The left, however, which had been growing in strength in constituency parties, as after previous defeats in 1931 and 1951, wanted more than a quiet life. After 1931 and 1951, and also after 1979, the Party went through an internal civil war before it could become electable again. That this did not happen after 1970 was largely due to Wilson and Callaghan who pre-empted the left through the skilful use of ambiguous formulae, a method which was to store up trouble in the future when the ambiguities came to be exposed.
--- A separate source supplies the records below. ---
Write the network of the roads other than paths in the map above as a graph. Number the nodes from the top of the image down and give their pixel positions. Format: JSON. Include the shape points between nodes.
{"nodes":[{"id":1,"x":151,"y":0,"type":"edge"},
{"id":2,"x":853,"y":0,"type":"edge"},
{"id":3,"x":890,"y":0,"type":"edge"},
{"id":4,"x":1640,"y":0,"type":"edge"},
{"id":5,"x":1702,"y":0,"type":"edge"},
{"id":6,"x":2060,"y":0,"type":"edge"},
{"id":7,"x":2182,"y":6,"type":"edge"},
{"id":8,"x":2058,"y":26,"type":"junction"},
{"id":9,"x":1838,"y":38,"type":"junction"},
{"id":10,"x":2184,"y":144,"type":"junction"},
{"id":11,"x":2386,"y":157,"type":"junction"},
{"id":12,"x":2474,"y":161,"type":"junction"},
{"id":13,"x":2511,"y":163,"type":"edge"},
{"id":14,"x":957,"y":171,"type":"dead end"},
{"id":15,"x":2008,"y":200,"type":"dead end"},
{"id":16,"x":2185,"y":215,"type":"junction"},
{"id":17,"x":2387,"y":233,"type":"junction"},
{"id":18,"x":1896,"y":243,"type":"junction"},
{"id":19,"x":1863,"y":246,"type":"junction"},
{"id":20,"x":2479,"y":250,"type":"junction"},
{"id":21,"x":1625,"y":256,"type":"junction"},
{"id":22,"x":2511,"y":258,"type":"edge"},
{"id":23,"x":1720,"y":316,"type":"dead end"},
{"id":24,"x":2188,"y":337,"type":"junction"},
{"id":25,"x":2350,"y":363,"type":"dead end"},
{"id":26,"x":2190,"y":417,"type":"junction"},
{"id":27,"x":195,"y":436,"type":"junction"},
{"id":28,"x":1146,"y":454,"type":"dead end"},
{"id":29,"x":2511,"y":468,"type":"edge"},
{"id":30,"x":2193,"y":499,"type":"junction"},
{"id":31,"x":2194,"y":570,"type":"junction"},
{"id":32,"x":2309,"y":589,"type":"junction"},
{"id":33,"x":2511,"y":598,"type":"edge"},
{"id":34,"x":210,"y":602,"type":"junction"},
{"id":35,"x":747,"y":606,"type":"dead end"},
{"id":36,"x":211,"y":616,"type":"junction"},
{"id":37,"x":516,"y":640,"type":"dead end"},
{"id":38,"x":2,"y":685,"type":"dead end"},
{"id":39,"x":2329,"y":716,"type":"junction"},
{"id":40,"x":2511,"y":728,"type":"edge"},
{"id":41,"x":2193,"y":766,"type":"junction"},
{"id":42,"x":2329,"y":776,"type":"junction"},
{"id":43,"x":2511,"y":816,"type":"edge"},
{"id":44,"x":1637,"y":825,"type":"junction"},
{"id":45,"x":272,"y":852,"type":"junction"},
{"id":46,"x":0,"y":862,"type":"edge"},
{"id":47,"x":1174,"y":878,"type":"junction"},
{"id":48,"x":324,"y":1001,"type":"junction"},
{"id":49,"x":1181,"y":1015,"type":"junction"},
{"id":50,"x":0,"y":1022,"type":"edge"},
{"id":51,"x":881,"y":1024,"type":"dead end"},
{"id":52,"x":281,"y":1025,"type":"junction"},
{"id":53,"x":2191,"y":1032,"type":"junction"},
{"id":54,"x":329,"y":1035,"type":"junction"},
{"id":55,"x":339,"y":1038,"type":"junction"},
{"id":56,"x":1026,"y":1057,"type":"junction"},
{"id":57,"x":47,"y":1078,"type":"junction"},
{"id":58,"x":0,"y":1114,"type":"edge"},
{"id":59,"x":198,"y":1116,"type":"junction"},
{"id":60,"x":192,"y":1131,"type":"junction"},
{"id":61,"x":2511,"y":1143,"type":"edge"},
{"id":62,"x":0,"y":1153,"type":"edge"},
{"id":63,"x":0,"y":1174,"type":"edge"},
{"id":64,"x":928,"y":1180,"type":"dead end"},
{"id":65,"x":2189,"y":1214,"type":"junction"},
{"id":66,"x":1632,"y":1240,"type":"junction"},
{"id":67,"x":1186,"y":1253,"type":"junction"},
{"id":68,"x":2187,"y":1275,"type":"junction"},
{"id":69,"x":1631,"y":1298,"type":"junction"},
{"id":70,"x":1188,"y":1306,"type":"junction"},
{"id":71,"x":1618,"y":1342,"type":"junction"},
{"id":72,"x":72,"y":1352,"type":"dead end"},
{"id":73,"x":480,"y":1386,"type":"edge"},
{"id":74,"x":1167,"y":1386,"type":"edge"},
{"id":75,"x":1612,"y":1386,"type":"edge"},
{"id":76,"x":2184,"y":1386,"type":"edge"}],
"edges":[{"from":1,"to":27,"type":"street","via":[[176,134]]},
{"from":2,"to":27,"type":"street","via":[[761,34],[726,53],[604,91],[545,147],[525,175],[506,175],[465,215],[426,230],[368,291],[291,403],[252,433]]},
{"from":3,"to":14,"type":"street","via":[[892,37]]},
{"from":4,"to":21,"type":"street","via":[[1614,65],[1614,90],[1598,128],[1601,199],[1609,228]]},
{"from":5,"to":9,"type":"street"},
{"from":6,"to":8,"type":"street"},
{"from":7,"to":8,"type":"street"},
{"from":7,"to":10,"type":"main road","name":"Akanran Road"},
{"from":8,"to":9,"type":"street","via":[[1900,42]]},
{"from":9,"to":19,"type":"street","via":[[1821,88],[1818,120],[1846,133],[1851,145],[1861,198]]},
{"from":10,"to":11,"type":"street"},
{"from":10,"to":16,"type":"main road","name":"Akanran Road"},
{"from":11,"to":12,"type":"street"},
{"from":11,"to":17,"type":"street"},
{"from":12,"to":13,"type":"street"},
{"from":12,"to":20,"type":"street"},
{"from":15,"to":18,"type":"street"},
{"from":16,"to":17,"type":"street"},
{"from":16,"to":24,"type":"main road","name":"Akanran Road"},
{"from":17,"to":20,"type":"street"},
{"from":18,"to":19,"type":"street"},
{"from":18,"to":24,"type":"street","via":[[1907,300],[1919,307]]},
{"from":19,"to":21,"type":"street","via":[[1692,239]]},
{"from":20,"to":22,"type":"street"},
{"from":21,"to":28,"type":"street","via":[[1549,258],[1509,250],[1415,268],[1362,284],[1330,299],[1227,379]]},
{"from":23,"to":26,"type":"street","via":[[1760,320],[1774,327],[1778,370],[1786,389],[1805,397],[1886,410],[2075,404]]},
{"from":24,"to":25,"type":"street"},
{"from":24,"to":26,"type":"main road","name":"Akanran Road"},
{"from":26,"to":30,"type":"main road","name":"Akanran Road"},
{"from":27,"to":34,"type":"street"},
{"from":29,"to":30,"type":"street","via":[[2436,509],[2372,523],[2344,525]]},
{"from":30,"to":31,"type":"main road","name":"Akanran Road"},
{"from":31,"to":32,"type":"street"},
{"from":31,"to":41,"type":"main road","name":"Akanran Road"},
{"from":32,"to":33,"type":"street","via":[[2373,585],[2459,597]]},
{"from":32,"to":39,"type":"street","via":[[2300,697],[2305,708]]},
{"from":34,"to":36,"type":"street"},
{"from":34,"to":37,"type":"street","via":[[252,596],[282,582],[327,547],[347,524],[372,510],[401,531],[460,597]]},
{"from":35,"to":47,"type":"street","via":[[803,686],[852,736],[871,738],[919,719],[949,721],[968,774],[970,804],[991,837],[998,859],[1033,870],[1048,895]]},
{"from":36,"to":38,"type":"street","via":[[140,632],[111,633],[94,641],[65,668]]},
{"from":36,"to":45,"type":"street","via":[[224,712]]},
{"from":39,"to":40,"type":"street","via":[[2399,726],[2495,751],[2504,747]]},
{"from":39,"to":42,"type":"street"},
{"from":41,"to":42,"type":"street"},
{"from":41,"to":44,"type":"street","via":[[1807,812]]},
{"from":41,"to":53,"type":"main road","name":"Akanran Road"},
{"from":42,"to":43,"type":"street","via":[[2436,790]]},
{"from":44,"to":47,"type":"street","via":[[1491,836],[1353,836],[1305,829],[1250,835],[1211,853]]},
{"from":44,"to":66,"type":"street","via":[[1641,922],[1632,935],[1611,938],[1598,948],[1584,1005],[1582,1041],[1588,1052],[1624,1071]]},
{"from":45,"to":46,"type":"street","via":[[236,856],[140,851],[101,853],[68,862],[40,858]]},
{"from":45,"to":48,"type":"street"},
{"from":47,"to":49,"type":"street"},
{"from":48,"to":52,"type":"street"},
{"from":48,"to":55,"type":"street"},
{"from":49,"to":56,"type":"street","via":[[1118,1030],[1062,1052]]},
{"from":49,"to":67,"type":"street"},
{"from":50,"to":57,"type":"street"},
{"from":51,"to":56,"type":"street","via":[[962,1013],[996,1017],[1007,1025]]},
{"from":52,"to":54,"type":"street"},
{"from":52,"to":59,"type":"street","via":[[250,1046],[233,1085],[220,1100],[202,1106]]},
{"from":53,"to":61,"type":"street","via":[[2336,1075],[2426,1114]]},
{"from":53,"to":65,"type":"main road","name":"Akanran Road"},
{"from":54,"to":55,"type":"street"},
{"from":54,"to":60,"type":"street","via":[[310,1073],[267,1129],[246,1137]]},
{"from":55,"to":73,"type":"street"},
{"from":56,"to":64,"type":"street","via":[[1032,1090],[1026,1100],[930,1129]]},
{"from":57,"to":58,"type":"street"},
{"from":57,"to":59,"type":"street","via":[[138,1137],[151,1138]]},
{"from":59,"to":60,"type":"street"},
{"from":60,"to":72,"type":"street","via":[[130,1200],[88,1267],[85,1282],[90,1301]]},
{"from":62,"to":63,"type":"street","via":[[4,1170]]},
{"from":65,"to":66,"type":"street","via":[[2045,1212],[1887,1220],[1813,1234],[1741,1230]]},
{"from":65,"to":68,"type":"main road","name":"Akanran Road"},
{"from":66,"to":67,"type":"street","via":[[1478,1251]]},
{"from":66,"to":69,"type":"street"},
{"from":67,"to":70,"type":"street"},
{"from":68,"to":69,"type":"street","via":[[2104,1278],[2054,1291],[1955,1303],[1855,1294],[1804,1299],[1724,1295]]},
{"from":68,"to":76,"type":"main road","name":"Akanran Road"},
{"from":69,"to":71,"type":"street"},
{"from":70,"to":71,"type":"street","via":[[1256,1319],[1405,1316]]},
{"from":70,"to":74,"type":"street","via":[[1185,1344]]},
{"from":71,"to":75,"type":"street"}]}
For the struggle between left and right was coming, after 1970, to change its character. Labour was beginning to appear an incompatible coalition between reformists and socialists, the latter buttressed by extra-parliamentary activists, whose commitment to democracy was not always apparent. These extraparliamentary activists were assisted by the abolition of the proscribed list in 1973, which had excluded those with non-democratic affiliations from membership of the Party. Abolition meant that members of the non-democratic left were now to be found within, rather than outside, the Labour Party. In 1973, the Campaign for Labour Party Democracy was formed, to press for greater powers for the Party outside Parliament in the selection of candidates, the writing of the party manifesto and the selection of the party leader. This would shift the battleground away from the parliamentary party where, the right had a majority, to the extra-parliamentary party where the chances of the left were much greater. The extra-parliamentary left found a leader in Tony Benn, who, until 1970, had called himself Anthony Wedgwood Benn, but now chose to democratise his name. The Bennite left mounted a determined assault on the Labour leadership after 1970, proposing widespread nationalisation through a new National Enterprise Board, compulsory planning agreements and withdrawal from the European Community, which Britain entered in 1973. To repel this assault, Wilson and Callaghan needed the support of the trade union leaders, and this constituted a further reason to discover formulae which could repair the breach between the parliamentary and industrial wings of the movement.
It was Callaghan who found the formula of ‘renegotiation’ to accommodate left and right over the European Community; and Callaghan who played a major part in formulating the ‘Social Contract’. Both of these formulae were ambiguous. For it was never clear whether renegotiation meant revision of the Treaty of Rome, or renegotiation within the framework of that Treaty. The left took one view, the right another. Nor was it clear whether the Social Contract entailed a voluntary incomes policy, or whether it was compatible with the retention of free collective bargaining. This ambiguity was a positive advantage in uniting a divided party which, by 1974, could be held together only through the tactical skill of a Wilson or Callaghan.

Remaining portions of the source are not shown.